My first WPC was in Minneapolis in 2005 and was a culmination of firsts: first WPC, first Microsoft conference, first time in Minnesota, and the first time I had been in the US since 1986. Needless to say it was a lot to take in and I lost focus. The allure of the parties was also a bit much, which made the days longer and harder.
 
There is a lot happening in the three days that stretch WPC and, unfortunately, my first piece of advice for first time WPC attendees is this: expect to miss out on sessions and functions that you want to get to. It doesn’t matter how well you plan your days and evenings – other things will come up, or a conversation will go a lot longer than expected.

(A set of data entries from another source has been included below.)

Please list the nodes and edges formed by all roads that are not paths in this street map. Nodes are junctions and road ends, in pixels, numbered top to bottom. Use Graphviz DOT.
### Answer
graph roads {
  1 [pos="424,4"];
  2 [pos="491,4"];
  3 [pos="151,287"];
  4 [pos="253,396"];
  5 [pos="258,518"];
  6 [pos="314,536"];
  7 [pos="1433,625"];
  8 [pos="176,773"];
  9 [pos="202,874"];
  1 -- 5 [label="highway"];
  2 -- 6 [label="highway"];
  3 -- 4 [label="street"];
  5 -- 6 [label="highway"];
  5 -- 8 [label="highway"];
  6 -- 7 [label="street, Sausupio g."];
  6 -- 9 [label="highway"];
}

By being realistic about what sessions and functions you can actually make it to, you will save the disappointment when you miss them.
 
My rule of thumb is to lock in the list of sessions and functions you want to attend – then prioritize one third of the selection. That is a realistic expectation of your attendance.
 
My second piece of advice: network with other partners! WPC is not just an opportunity to network with people from Microsoft, it’s a rare opportunity to meet partners from all around the world who share the same commitment to Microsoft that you do. Greet the person next to you when sitting down in a session, exchange business cards. Sit at a table in the meals hall with complete strangers – regardless of their accent. It is truly an amazing experience to share ideas and experiences with a person from another country, and a privilege to learn from them.
 
My third piece of advice: parties can distract you from the real reason you’re at WPC. It’s not uncommon to find yourself triple or even quadruple-booked for parties every night of WPC. Something to remember is that your days at WPC are long, as you are on the clock from the moment you step out of your hotel room. Many attendees still need to do their jobs while at the conference and will spend time emailing and talking on the phone. The WPC parties are fun, but how well can you network at 1am over a blaring DJ? How much harder will the next day be when you’ve only had 3 hours of sleep?
 
Remember that you are at WPC to learn, network, and have a good time – in that order!